◆ EXTRACTED MATERIAL:
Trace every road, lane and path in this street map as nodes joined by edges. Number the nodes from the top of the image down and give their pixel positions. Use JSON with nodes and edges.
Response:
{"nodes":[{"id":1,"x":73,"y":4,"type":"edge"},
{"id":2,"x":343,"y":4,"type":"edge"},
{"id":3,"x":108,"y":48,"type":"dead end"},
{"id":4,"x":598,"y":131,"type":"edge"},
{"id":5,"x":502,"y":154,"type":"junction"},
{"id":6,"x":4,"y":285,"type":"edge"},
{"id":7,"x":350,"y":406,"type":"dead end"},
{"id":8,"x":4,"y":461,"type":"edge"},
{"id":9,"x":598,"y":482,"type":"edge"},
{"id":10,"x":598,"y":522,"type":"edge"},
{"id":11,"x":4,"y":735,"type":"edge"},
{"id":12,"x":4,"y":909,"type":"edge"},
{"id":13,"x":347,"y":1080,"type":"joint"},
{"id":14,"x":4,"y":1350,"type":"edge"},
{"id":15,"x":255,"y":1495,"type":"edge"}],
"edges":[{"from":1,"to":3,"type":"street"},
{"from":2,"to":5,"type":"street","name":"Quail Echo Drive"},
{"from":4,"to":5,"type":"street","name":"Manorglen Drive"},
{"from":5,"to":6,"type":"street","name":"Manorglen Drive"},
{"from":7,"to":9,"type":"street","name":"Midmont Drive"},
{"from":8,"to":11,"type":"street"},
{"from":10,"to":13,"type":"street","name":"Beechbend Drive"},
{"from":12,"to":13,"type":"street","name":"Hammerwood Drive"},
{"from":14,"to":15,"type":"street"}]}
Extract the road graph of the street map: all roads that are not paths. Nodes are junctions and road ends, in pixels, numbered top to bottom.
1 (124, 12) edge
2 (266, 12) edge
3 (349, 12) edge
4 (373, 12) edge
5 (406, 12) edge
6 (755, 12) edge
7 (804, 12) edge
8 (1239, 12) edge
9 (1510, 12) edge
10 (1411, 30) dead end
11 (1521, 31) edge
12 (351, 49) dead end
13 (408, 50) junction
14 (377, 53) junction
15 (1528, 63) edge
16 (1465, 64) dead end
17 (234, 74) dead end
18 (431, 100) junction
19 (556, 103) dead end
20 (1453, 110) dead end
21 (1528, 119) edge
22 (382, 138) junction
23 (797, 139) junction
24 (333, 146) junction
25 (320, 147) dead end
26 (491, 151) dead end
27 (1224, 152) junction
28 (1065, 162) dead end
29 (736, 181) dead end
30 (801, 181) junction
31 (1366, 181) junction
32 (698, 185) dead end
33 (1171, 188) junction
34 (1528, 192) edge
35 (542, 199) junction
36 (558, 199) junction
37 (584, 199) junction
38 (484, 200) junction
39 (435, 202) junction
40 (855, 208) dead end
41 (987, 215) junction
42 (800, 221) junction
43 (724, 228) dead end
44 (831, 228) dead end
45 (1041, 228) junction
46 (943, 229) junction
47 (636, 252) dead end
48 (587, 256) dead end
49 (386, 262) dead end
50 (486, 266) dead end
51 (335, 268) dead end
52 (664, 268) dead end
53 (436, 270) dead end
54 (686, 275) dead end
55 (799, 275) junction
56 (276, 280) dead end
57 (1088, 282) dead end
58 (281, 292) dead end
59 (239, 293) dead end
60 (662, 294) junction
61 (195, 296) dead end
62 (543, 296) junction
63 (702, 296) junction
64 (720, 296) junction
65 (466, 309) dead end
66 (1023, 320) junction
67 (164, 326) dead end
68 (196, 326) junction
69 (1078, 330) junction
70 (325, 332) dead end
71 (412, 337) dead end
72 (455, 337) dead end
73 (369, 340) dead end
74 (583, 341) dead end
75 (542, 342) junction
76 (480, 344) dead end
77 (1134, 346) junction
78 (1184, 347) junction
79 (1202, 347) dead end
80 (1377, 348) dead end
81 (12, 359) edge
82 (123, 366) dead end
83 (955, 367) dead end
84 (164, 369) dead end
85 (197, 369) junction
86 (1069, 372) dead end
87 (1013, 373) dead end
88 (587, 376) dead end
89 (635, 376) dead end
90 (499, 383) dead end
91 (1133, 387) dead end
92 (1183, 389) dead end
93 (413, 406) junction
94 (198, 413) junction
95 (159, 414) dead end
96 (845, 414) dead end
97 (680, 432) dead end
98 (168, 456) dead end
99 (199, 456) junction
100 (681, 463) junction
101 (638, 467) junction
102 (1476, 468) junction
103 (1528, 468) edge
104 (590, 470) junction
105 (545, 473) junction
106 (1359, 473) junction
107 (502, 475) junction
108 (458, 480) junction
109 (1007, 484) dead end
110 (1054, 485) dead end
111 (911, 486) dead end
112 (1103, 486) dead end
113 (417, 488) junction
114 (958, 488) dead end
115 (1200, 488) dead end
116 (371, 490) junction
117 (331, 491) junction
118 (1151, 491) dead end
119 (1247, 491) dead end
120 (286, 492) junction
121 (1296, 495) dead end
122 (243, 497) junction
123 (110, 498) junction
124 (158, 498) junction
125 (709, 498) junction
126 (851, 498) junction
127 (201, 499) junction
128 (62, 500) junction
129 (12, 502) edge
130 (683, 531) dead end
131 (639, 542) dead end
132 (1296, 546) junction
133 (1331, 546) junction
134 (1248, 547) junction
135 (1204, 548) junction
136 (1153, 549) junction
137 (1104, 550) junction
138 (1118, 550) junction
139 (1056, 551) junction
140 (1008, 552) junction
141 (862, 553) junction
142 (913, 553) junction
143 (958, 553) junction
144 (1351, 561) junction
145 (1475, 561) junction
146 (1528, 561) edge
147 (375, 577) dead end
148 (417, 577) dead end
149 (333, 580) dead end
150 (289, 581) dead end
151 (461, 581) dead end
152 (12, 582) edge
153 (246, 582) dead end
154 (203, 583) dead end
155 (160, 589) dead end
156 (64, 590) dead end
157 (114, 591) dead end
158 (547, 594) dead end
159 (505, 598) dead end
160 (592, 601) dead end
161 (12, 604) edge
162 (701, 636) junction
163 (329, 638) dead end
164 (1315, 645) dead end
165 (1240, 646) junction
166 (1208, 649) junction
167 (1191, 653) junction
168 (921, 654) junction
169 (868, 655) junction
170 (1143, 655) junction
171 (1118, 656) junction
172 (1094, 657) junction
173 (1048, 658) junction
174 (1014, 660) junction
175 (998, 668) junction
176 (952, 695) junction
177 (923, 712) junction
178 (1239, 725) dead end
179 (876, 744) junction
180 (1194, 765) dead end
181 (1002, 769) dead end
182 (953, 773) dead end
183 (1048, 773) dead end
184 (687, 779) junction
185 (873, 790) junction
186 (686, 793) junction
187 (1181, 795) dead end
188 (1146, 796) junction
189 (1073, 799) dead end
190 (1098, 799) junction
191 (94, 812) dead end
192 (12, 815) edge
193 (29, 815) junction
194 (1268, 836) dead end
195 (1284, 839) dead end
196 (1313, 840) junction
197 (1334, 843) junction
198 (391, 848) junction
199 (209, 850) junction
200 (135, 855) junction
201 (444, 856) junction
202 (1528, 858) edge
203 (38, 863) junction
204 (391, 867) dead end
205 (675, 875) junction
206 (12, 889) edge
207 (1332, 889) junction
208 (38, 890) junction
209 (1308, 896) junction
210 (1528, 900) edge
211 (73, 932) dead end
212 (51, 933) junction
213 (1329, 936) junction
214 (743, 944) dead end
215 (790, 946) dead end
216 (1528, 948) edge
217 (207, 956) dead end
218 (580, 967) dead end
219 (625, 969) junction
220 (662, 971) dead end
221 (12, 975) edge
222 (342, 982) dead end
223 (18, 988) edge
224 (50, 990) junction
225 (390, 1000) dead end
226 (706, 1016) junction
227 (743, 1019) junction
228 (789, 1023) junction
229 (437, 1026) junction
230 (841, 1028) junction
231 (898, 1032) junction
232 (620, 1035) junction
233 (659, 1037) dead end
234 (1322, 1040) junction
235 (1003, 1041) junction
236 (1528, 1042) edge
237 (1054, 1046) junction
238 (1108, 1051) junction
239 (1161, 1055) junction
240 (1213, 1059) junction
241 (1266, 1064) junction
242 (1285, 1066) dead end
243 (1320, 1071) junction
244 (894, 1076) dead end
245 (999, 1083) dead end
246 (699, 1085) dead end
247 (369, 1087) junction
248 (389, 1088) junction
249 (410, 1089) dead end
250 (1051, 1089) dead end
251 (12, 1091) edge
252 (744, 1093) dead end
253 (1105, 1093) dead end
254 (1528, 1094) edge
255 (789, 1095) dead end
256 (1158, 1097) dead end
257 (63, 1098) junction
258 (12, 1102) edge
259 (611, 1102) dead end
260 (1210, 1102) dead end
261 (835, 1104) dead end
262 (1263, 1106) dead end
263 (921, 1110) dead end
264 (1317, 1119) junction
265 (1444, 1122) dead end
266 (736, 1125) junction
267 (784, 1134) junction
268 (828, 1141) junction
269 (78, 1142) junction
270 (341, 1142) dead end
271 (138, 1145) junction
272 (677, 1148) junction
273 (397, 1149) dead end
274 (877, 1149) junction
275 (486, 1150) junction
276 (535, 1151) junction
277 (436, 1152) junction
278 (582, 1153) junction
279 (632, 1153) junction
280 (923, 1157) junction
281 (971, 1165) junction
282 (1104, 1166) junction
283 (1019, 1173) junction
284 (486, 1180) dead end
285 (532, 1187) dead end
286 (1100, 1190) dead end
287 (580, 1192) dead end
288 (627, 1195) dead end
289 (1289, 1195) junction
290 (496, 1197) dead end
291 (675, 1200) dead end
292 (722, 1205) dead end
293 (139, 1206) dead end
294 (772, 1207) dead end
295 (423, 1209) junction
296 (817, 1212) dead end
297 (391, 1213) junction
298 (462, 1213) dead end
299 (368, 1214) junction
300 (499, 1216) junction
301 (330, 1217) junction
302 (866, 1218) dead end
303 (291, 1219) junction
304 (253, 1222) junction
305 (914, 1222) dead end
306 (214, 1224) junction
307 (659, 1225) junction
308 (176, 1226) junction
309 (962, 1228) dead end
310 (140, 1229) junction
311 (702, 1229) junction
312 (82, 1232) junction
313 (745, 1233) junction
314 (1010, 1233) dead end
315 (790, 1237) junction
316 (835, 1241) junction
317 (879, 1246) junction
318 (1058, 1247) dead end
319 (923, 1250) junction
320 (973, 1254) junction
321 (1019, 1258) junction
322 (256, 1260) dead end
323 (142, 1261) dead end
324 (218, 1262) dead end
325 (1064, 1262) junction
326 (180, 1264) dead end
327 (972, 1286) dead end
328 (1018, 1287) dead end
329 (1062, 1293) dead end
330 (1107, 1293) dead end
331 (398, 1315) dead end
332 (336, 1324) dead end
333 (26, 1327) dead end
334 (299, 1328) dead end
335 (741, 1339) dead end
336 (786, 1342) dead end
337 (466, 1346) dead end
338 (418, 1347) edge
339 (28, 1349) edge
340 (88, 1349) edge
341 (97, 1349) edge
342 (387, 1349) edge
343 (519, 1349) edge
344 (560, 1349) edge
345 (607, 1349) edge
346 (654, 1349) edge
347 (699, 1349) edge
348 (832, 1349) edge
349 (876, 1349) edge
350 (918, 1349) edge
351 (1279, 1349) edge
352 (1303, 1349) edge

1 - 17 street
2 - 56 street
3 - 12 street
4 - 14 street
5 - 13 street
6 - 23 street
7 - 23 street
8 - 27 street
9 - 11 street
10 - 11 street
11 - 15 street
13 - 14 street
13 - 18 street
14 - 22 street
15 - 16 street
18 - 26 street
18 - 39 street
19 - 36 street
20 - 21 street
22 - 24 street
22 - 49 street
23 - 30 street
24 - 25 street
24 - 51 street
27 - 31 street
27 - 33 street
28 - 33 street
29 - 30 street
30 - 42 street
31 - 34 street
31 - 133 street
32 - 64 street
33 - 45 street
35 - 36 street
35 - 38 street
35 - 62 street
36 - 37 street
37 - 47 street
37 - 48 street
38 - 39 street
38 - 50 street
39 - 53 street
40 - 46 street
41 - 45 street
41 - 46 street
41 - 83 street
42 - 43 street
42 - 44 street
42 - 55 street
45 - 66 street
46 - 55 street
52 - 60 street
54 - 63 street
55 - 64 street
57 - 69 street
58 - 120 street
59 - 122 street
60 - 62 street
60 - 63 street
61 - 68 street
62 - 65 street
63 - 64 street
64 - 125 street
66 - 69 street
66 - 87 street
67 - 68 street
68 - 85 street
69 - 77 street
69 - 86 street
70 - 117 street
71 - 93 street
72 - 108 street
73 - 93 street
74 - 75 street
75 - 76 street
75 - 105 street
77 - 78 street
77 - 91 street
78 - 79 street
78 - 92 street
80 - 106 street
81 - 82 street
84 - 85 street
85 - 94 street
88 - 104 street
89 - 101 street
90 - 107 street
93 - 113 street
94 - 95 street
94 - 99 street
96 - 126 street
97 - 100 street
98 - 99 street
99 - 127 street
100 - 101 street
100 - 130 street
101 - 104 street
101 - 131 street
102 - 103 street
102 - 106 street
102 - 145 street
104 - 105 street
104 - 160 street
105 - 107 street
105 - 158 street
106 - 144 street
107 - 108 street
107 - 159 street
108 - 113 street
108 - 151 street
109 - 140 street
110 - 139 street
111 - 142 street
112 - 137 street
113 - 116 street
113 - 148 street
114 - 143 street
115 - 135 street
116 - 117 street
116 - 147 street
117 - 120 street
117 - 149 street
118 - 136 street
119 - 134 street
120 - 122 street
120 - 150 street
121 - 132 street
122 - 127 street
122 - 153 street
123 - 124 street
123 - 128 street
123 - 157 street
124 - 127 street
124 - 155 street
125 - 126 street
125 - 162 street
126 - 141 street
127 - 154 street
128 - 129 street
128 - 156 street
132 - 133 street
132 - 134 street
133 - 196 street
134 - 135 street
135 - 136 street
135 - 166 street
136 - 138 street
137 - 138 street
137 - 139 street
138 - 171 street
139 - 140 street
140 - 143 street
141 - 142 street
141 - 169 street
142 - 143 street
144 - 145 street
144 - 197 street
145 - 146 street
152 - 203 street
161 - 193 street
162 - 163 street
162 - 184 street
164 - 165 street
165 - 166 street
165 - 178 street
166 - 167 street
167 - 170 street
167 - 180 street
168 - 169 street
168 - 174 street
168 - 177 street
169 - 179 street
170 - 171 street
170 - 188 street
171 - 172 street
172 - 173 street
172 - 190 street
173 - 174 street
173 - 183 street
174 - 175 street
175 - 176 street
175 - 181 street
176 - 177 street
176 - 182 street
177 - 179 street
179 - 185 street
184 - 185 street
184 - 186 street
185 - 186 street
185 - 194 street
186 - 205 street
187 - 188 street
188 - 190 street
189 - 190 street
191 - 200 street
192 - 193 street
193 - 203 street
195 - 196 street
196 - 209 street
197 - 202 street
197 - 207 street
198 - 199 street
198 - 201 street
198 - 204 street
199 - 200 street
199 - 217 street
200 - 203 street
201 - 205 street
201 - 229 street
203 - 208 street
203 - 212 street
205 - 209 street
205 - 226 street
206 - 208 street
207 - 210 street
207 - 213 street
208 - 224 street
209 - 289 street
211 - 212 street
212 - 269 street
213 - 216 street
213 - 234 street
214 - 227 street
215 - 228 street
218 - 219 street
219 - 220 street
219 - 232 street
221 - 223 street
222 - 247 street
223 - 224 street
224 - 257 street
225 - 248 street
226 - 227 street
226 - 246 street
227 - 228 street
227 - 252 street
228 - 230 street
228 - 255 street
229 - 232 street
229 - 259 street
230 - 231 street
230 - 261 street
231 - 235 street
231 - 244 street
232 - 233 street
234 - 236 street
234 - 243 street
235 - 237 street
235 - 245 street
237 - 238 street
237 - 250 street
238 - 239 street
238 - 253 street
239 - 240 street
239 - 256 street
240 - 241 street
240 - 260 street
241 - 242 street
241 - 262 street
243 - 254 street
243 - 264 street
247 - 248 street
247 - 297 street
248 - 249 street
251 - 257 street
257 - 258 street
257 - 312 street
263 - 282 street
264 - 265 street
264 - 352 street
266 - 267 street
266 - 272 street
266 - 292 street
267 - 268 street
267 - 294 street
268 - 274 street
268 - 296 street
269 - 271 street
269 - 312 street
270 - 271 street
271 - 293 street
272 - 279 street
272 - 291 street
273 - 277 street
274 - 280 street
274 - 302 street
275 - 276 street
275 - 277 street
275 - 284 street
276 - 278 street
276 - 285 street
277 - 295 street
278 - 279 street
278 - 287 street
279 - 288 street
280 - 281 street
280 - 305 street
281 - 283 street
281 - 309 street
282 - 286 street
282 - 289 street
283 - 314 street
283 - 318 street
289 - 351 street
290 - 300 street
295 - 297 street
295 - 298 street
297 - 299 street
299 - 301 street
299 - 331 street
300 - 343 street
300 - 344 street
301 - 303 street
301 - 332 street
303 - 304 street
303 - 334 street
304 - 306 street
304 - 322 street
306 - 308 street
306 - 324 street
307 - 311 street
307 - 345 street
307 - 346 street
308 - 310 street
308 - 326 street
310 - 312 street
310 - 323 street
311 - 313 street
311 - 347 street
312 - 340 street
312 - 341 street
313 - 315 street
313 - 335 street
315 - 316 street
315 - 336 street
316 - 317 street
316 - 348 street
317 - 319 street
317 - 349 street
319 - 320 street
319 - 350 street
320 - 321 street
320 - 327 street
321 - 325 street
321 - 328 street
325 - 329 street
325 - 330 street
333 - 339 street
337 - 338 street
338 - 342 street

◆ WHAT THE TASK ASKS:
Every line of the listing that holds the word "Manorglen" is to be found and copied.

◆ EXPECTED ANSWER:
{"from":4,"to":5,"type":"street","name":"Manorglen Drive"},
{"from":5,"to":6,"type":"street","name":"Manorglen Drive"},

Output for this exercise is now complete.